3,12200,U.S. and Republic of Korea Conclude New Specia...
4,128496,Kremlin's persistent claim of “expected chemic...


In [4]:
# Filter text to remove punctuation and stopwords
stop_words = list(set(stopwords.words('english')))
def remove_stopwords(text):
    text = re.sub(r'[^\w\s]', '', text)
    text = word_tokenize(text)
    return [w for w in text if not w in stop_words]

In [5]:
# a = list that gets populated with count of words from each article with stopwords removed.
# b = list that gets populated with articles with stopwords removed.
# c = list that gets populated with token count of each article.
# d = list that gets populated with brevity score = word_count_no_stopwords / token_count
# j = progress_indicator
# pbar = progress_bar
filtered_df = []
a = []
b = []
c = []
d = []
j = 0
pbar = ProgressBar(widgets=[Percentage(), Bar(), ETA()], maxval=len(article_df)).start()
for i, (article) in enumerate(zip(article_df.text)):
    b.append(remove_stopwords(article[0]))
    a.append(len(b[i]))
    word_count_no_stopwords = a[i]
    token_count = len(nltk.word_tokenize(article[0]))
    brevity_score = word_count_no_stopwords / token_count
    c.append(token_count)
    d.append(brevity_score)
    j += 1
    limit = 0 
    pbar.update(i+1)
    if j%10000 == 0:
        slack.SlackNotification('BK_slackbot', '%s / %s have completed' % (j, len(article_df)))
pbar.finish()
article_df['word_count_no_stop_words'] = a
article_df['filtered_text'] = b
article_df['token_count'] = c
article_df['brevity_score'] = d
slack.SlackNotification('BK_slackbot', 'All stopwords have been removed')

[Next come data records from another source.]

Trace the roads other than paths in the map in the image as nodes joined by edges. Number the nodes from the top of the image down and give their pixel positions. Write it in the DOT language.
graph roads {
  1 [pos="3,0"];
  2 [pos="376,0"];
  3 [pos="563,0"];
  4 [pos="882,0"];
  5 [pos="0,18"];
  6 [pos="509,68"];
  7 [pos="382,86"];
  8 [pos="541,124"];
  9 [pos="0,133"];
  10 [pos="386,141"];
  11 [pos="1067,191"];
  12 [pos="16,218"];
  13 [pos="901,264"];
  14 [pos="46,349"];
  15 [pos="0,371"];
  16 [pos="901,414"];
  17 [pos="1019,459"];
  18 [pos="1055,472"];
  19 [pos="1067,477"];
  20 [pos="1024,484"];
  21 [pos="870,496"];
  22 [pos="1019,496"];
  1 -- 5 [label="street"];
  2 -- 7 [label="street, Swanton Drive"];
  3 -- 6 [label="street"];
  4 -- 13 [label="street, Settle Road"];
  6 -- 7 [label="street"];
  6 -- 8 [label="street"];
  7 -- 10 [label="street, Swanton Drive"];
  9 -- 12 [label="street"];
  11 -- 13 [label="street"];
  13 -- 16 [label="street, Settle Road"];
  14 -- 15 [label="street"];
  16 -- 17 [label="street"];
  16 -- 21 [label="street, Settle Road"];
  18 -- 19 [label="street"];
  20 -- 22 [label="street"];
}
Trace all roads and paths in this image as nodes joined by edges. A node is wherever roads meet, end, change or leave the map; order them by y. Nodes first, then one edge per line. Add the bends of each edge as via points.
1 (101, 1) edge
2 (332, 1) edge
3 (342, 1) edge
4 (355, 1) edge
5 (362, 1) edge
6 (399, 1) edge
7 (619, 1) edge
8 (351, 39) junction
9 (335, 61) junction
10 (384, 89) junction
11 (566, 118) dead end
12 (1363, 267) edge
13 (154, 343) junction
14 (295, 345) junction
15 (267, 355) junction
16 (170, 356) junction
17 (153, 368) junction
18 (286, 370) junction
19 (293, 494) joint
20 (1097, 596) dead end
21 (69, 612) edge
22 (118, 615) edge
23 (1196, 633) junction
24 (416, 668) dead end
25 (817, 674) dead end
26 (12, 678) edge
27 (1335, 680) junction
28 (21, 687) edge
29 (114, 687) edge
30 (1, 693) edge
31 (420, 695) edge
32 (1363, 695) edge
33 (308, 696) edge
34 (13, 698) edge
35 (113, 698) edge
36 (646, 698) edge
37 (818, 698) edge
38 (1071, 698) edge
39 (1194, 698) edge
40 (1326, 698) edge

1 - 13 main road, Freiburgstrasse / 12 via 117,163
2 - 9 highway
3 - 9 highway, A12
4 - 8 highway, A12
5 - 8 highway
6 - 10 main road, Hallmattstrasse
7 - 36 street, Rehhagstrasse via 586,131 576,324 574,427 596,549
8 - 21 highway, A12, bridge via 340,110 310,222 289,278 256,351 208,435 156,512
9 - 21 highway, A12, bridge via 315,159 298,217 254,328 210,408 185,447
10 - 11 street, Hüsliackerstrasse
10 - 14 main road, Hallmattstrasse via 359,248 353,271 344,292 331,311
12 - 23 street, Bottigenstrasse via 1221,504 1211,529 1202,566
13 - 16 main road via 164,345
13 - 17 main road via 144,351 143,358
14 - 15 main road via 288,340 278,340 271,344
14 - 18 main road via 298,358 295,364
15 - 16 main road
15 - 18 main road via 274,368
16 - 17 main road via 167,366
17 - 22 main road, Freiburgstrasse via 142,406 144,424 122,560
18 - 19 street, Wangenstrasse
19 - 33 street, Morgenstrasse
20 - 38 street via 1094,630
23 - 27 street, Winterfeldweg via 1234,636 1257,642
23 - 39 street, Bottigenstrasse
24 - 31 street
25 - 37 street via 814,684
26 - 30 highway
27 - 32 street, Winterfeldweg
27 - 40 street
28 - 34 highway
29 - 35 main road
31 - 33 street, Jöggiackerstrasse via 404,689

100%|############################################################|Time: 0:09:26


In [7]:
article_df.head()

Unnamed: 0,id,text,word_count_no_stop_words,filtered_text,token_count,brevity_score
0,106081,Trump Supporter “Kicked Pregnant Muslim Woman ...,189,"[Trump, Supporter, Kicked, Pregnant, Muslim, W...",330,0.572727
1,129341,UW Facts and Figures – University of Wisconsin...,40,"[UW, Facts, Figures, University, WisconsinMadi...",69,0.57971
2,100963,Gun Control Advocates Target Peaceful Switzerl...,909,"[Gun, Control, Advocates, Target, Peaceful, Sw...",1549,0.58683
3,12200,U.S. and Republic of Korea Conclude New Specia...,173,"[US, Republic, Korea, Conclude, New, Special, ...",284,0.609155
4,128496,Kremlin's persistent claim of “expected chemic...,351,"[Kremlins, persistent, claim, expected, chemic...",679,0.516937


## 3. Generating sentiment data

### 3.1 Using NLTK vader
http://www.nltk.org/howto/sentiment.html


    neg: Negative
    neu: Neutral
    pos: Positive
    compound: Compound (i.e. aggregated score)


In [8]:
sid = SentimentIntensityAnalyzer()

In [9]:
articles = article_df['filtered_text'].tolist()

In [27]:
# pos = list that gets populated with positive sentiment for each article with stopwords removed.
# neg = list that gets populated with negative sentiment for each article with stopwords removed.
# neu = list that gets populated with neutral sentiment for each article with stopwords removed.
# comp = list that gets populated with compound score of sentiment for each article with stopwords removed.
# j = progress_indicator
# pbar = progress_bar
j = 0
pos = []
neg = []
neu = []
comp = []
pbar = ProgressBar(widgets=[Percentage(), Bar(), ETA()], maxval=len(article_df)).start()
for article in articles:
    article_sentence = ' '.join(word for word in article)
    ss = sid.polarity_scores(article_sentence)
    pos.append(ss['pos'])
    neg.append(ss['neg'])
    neu.append(ss['neu'])
    comp.append(ss['compound'])
    pbar.update(i+1)
    j += 1
    if j%5000 == 0:
        slack.SlackNotification('datacup', '%s / %s articles have been analyzed for sentiment.' % (j, len(article_df)))
pbar.finish()
article_df['pos'] = pos
article_df['neg'] = neg
article_df['neu'] = neu
article_df['compound'] = comp
slack.SlackNotification('datacup', 'All sentiment has been analyzed using the NLTK vader sentiment analysis method')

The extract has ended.